Aging Whiskey in a Shipping Container

I ran across an interesting forum and an even more interesting topic during my research on Jefferson’s Ocean and their upcoming Jefferson’s Tropics line of bourbon. The topic was regarding the ins and outs of aging whiskey in a shipping container.

The forum is part of the American Distilling Institute (ADI).  If you’re a distiller and want to talk about distilling stuff with likeminded individuals, this is your place.  But if you’re a person who just wants to learn, you can still use it like an educational resource.

On this particular thread, the topic of using shipping containers for aging whiskey is brought up.  The Original Poster (OP) wants to know the ins and outs of storing their whiskey in a shipping container since their distillery is running out of space to put the barrels.  

The discussion gets more fascinating the more I kept reading. It also got me thinking what a great idea this could be. Shipping containers are cheap, readily accessible, extremely quick to set up and should require very little government insight.

That last part is because they’re not a structure that has to be built to local rules and building codes. The best part? They’re mobile and can be resold if future events dictate. You can’t say that about a brick-and-mortar building.

Are their drawbacks? Sure! But if you’re a smaller craft distiller, you’re not filling up dozens or hundreds of barrels each day – which makes these an obvious choice to age whiskey in. Even for large distilleries, shipping containers probably could be a quick and cheap way to age experimental distillate faster. This will help them examine if those experiments are viable enough for full production.

So what kinds of things did I find the most interesting? I decided to break them down into bullet points but highly recommend that you peruse the forum to see what other interesting topics are being discussed. They may not reveal the secrets of Kentucky’s biggest producers, but these people who are figuring things out on the forum could be making whiskey that becomes the next big thing.

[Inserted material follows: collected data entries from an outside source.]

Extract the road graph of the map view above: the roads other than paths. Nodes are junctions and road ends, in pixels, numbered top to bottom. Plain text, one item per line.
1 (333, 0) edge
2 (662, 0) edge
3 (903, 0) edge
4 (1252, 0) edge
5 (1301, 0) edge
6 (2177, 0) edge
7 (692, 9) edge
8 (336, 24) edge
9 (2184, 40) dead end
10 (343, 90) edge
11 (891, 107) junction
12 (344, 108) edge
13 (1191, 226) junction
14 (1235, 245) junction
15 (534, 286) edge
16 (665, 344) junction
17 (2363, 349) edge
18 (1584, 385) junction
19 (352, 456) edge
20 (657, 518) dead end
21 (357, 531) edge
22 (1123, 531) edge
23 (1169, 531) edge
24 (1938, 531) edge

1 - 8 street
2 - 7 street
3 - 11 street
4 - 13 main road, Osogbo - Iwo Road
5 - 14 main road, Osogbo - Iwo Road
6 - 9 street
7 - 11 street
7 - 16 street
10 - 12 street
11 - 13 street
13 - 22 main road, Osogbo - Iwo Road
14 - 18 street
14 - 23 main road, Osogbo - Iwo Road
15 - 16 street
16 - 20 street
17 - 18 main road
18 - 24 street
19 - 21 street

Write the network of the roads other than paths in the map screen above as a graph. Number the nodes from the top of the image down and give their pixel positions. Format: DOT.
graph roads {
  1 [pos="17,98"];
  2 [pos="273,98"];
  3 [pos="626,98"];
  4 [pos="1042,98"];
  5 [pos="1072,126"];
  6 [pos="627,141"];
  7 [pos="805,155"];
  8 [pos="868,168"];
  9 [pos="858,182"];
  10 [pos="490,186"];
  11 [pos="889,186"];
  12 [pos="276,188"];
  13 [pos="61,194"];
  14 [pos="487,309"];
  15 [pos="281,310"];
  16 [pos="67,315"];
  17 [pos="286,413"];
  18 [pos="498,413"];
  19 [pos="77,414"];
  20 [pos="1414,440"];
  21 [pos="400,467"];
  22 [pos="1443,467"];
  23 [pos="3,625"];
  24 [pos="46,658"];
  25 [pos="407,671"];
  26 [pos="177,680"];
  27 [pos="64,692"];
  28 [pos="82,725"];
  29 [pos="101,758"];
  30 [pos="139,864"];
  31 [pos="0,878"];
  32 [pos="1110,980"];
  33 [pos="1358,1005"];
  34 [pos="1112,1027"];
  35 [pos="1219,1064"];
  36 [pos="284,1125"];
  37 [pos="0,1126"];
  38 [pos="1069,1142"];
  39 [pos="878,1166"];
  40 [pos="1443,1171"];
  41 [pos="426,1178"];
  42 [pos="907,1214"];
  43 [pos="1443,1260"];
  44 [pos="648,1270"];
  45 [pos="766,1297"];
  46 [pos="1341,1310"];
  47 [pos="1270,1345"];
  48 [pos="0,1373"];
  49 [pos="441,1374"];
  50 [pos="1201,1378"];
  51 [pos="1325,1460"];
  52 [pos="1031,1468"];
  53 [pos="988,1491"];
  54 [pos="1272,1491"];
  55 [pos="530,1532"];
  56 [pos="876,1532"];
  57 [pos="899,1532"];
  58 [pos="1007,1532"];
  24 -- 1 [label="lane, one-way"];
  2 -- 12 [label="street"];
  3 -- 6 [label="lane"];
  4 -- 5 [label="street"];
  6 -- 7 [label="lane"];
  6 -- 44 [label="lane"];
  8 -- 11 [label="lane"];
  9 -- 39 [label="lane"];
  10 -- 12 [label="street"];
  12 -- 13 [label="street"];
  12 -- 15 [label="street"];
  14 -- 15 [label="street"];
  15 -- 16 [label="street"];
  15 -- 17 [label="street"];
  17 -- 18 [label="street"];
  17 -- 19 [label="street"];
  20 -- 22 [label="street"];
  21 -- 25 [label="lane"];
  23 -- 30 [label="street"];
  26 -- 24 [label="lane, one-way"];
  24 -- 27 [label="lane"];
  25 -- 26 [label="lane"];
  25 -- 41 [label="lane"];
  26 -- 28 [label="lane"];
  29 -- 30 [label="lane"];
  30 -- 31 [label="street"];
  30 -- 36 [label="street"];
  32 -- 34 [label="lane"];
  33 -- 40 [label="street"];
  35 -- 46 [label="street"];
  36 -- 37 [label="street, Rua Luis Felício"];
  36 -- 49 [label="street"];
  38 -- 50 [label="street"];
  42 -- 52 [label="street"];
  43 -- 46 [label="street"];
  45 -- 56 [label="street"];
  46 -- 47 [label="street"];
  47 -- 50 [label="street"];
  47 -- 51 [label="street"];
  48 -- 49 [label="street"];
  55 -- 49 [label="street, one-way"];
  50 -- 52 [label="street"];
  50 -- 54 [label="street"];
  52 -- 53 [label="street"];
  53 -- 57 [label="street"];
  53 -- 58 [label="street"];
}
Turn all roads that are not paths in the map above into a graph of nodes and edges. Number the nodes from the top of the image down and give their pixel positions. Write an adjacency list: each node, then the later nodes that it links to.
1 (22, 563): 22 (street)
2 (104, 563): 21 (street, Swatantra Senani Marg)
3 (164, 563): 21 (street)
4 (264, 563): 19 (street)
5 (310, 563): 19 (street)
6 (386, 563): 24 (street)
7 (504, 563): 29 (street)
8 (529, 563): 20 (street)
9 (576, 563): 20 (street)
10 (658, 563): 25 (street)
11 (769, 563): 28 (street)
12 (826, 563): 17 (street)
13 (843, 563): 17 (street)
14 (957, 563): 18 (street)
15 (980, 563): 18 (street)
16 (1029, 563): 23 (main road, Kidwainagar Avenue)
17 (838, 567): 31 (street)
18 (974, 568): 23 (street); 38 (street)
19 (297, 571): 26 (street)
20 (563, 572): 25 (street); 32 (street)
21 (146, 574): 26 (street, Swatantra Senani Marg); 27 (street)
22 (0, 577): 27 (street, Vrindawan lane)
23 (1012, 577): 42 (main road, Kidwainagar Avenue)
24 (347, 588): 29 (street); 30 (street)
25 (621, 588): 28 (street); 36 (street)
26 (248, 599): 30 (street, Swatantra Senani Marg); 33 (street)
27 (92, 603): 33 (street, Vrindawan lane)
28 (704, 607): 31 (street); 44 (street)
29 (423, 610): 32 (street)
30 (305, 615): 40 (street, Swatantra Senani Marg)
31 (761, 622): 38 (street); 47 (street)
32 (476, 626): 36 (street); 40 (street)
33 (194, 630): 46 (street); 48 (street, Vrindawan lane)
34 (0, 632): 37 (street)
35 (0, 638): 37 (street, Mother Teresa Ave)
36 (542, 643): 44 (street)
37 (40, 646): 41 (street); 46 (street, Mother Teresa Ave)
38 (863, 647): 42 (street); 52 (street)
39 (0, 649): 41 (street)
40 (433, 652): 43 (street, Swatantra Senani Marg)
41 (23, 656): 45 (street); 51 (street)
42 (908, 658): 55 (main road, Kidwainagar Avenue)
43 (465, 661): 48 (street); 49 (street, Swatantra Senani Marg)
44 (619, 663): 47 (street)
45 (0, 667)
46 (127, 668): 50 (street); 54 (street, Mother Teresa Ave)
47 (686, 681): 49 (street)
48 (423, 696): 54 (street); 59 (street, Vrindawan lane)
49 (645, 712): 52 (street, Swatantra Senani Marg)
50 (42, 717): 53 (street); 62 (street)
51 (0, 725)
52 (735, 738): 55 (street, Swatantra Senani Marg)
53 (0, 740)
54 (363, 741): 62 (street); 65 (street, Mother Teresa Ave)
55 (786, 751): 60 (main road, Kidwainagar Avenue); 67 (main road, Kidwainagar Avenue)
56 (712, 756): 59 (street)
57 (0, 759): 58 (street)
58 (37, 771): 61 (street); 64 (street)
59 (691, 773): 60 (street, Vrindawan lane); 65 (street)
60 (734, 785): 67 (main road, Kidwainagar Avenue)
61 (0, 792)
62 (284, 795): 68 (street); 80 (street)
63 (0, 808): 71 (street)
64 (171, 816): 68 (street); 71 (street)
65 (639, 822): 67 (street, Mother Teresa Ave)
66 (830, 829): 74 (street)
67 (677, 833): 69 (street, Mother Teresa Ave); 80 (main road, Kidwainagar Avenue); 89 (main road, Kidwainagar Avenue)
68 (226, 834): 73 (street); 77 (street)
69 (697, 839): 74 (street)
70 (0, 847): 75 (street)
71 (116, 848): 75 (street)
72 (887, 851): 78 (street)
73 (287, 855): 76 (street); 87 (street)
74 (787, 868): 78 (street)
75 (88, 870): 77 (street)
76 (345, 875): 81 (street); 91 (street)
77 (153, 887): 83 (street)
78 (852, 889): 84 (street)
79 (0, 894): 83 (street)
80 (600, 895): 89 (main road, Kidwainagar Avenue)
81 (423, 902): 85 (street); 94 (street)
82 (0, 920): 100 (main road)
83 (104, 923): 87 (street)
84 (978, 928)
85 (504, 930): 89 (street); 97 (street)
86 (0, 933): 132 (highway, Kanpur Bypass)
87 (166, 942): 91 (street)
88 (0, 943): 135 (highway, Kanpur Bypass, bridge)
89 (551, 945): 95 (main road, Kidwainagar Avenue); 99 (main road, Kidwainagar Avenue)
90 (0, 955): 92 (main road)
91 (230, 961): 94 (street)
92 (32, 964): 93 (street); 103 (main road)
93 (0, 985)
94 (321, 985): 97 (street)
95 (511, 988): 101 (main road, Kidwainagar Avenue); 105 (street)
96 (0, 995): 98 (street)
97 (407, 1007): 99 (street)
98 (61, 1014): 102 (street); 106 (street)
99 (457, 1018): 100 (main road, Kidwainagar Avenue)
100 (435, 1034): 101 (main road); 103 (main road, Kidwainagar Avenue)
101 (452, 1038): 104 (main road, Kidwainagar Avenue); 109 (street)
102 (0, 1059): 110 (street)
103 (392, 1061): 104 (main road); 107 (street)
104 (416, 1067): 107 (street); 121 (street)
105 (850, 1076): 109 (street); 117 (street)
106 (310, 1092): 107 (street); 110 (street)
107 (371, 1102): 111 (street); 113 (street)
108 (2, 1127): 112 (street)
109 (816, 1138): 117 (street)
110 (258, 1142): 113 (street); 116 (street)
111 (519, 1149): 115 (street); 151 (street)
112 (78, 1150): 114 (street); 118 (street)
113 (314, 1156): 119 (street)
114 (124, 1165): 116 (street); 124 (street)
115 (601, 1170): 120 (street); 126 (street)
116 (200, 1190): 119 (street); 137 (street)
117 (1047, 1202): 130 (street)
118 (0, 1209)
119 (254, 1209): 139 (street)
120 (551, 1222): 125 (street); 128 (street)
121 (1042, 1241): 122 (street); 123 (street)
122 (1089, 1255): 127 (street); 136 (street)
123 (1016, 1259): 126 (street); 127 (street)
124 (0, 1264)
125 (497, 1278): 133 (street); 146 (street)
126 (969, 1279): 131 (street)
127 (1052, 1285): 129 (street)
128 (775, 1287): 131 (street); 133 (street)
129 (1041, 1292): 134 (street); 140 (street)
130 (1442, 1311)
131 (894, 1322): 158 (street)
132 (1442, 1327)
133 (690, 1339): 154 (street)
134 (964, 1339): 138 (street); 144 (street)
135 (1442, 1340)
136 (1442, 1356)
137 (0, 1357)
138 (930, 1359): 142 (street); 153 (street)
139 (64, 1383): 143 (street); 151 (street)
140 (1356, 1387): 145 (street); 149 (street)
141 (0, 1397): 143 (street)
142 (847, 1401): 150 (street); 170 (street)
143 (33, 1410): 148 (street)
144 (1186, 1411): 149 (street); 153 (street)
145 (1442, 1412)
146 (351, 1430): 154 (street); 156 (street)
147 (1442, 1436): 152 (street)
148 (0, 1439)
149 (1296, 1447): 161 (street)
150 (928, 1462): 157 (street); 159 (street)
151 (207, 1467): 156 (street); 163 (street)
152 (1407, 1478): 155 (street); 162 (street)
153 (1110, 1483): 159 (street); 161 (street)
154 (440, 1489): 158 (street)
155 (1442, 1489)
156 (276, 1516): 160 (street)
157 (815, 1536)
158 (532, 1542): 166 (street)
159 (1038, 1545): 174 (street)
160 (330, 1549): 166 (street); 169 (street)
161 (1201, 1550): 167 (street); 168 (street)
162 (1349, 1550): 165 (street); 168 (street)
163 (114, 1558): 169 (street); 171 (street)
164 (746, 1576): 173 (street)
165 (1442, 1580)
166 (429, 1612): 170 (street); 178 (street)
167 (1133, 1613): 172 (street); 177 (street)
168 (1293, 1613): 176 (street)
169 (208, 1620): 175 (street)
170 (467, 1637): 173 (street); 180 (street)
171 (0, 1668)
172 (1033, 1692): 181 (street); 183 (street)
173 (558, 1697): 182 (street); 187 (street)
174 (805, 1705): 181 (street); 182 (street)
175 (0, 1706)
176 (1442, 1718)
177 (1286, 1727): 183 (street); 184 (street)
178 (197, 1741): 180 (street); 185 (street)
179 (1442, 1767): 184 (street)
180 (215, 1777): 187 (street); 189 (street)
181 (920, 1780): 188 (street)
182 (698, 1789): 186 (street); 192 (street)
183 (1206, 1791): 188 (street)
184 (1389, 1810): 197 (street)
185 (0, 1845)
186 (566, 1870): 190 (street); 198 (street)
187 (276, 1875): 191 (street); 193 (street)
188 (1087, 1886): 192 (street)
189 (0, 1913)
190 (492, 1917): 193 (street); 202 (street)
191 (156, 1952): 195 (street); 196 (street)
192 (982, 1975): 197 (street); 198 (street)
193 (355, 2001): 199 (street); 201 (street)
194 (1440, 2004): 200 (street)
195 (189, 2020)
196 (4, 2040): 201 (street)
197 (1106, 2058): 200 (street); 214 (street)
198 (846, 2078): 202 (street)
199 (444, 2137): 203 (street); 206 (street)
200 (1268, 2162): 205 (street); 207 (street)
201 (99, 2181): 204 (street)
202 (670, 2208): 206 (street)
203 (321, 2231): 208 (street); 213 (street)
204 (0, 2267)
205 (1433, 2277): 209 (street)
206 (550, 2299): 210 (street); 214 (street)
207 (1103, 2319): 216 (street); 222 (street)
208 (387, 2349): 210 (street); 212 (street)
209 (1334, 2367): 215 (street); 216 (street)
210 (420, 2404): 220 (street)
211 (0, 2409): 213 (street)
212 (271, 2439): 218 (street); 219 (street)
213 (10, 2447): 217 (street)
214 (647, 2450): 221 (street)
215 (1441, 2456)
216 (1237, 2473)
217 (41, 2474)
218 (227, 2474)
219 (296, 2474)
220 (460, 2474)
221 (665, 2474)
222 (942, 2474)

  • A question was asked if shipping containers are legal to store and age whiskey barrels in. The answer comes back that they are as long as they use TTB approved locks, and describe them thoroughly in their application {to the TTB}.
  • Deep Creek Distilling recommended that if any distillery decides to use shipping containers to age their barrels in, they just have to make a change to the plant diagram and add the container as a bonded premises.  They also recommend to ensure that the security is acceptable as well.
  • Golden Beaver Distilling offers insight into how many barrels can fit into a 20′ long shipping container (the most common types are 20′ and 40′). If you have 3 rows of barrels, that would fit approximately 54 barrels. So could we assume that a 40′ container can hold twice as many?
  • Golden Beaver Distilling also lays out some rough costs (keep in mind, these numbers are as of 2022, so they’re recent!). They say the cost of the container, timber, hardware and paint comes in at $4,000. Furthermore, counting depreciation over 3 years, it will cost the producer $24 per year/per barrel to store them.
  • Regarding the 4×4 wood beams that the barrels will roll onto, they advise using a taper of around 9 degrees. The 4×4’s are tied in the middle with 1/2″ pipe sunk in 4″ on each end. This allows them to pull them apart to remove the rails easily.
  • The issue of inspections by Fire Marshalls is brought up. They were told to make sure the containers are vented using small round vents on the sides (15 of them) and two roof vents. A good FYI is noted that alcohol is heaver than air so the side vents need to be at floor level.
  • An interesting subject gets brought up regarding if shipping containers can be placed inside of a non-firewalled building. This would be especially important to know if the distillery is inhabiting a warehouse but has no outside land due to space, leasing agreements, etc. Another poster thinks it probably can’t happen due to firewall regulations and restrictions but in the end it might be dependent on the building they’d be putting a shipping container inside of.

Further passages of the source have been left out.